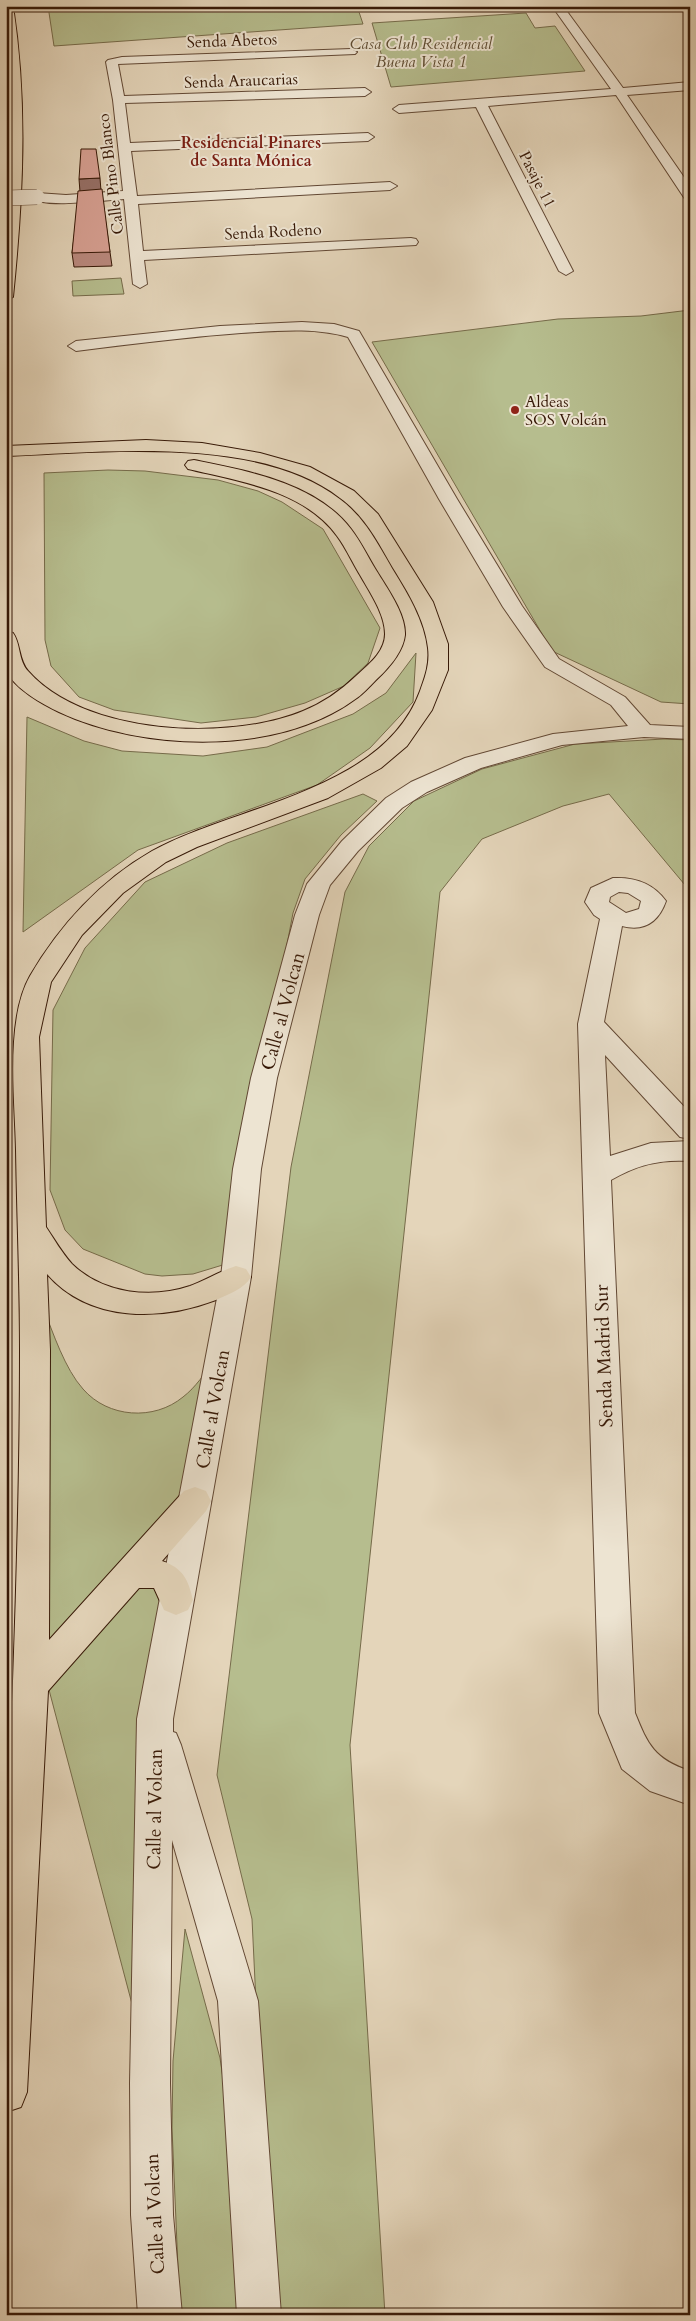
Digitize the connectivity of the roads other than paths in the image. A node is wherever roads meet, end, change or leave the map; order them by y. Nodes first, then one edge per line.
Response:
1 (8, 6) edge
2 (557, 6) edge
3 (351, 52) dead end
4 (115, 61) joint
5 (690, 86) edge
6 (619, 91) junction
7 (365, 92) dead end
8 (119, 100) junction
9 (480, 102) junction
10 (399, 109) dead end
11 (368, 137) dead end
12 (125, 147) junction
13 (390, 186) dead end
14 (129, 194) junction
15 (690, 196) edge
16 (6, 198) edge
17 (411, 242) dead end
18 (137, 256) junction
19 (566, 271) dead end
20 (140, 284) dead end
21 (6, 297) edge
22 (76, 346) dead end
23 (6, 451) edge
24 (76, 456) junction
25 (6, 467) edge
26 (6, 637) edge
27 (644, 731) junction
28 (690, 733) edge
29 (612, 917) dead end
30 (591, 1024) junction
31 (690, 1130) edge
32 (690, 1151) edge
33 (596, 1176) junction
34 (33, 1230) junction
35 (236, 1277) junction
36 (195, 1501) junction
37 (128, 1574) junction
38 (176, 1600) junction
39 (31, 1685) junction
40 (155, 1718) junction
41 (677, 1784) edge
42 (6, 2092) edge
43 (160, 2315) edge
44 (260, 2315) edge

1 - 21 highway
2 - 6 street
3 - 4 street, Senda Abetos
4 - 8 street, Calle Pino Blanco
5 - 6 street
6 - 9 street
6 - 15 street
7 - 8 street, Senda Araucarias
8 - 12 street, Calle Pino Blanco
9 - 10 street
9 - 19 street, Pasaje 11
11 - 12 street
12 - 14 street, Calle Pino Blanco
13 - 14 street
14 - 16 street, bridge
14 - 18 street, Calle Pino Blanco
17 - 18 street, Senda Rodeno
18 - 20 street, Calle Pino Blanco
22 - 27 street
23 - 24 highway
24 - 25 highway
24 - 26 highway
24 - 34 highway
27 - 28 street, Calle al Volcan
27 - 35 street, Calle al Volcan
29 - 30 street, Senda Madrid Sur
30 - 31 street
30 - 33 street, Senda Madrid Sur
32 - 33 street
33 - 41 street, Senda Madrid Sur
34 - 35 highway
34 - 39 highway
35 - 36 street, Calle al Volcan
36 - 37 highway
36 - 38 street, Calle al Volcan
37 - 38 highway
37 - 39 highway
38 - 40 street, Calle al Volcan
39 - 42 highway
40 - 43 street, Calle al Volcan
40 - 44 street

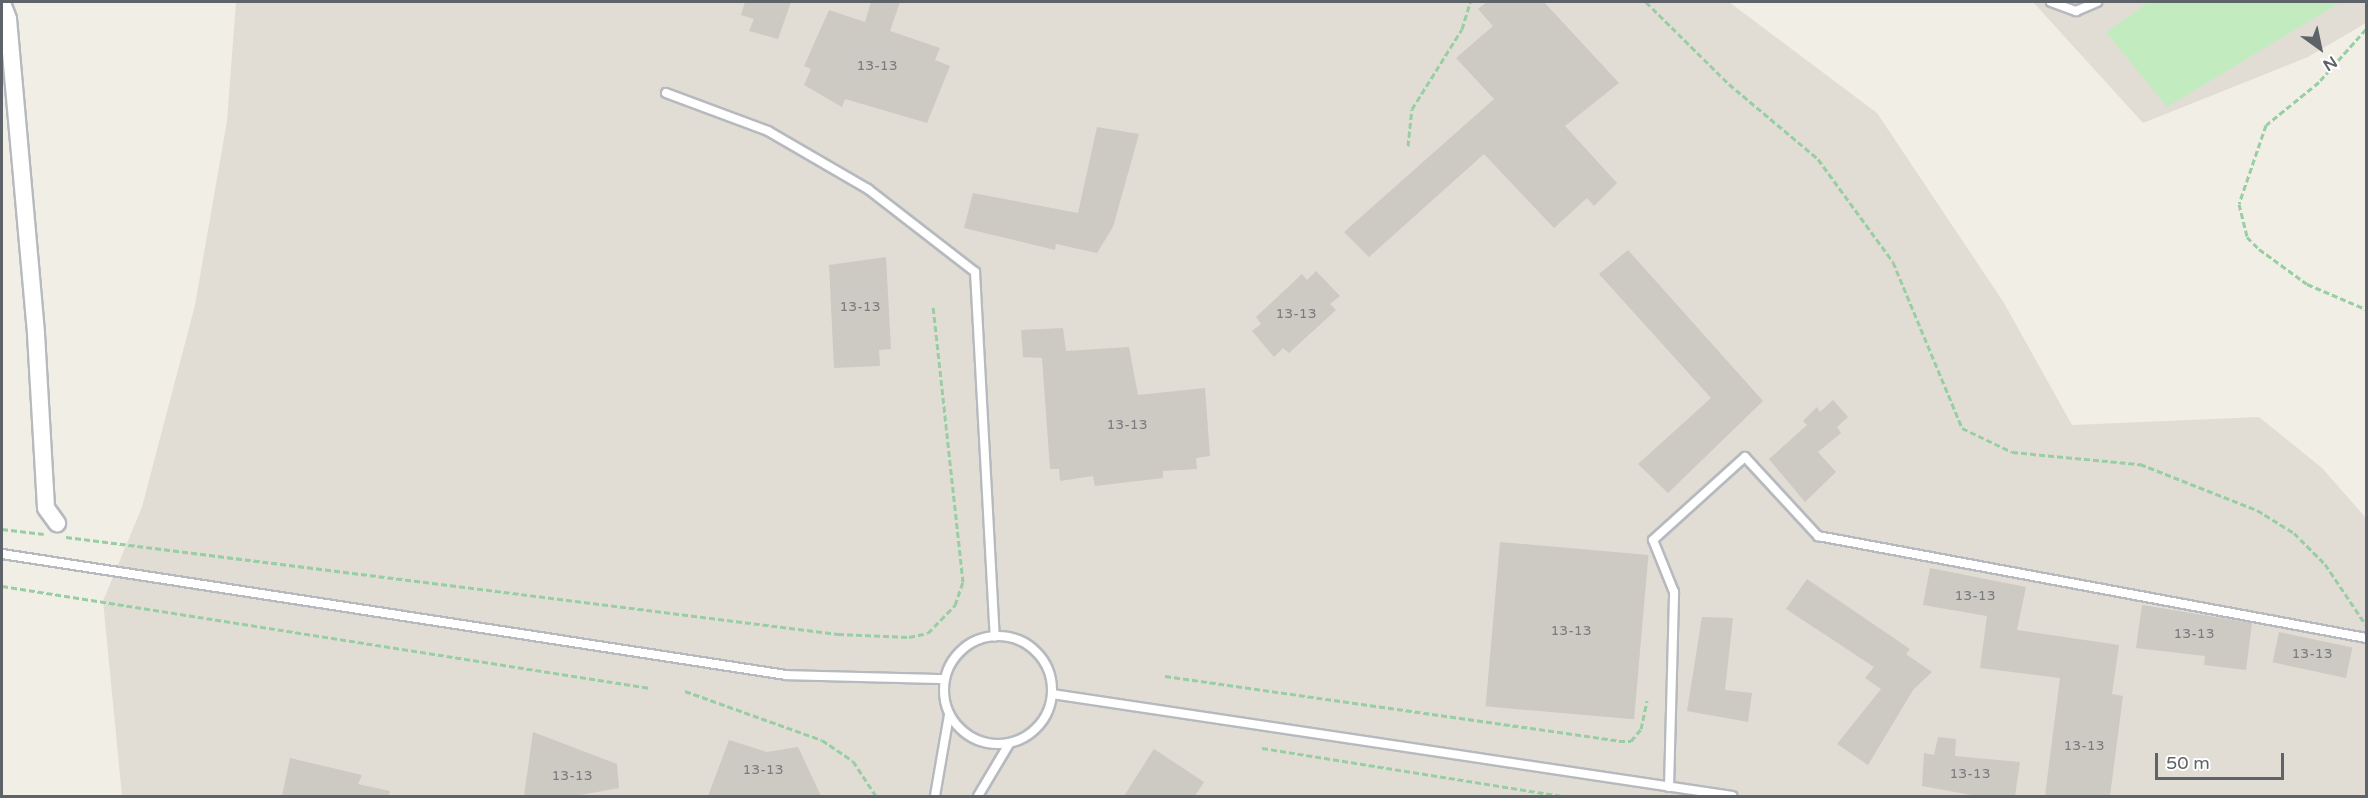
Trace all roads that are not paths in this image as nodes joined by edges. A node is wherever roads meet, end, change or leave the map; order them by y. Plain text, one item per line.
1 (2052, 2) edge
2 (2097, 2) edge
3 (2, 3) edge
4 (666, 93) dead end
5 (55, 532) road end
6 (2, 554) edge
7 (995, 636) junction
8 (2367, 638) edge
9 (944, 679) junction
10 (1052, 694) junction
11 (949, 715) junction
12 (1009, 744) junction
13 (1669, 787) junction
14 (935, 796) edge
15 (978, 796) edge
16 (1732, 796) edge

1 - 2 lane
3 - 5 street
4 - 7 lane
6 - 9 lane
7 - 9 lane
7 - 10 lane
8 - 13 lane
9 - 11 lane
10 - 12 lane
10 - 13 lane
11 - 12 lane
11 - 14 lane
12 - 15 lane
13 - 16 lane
☆ ☆ ☆
**WHAT THIS TASK INVOLVES**:
Nothing but a number belongs in the answer: the tally of lines in the data holding "Volcan".

**SOLVED PROBLEM**:
6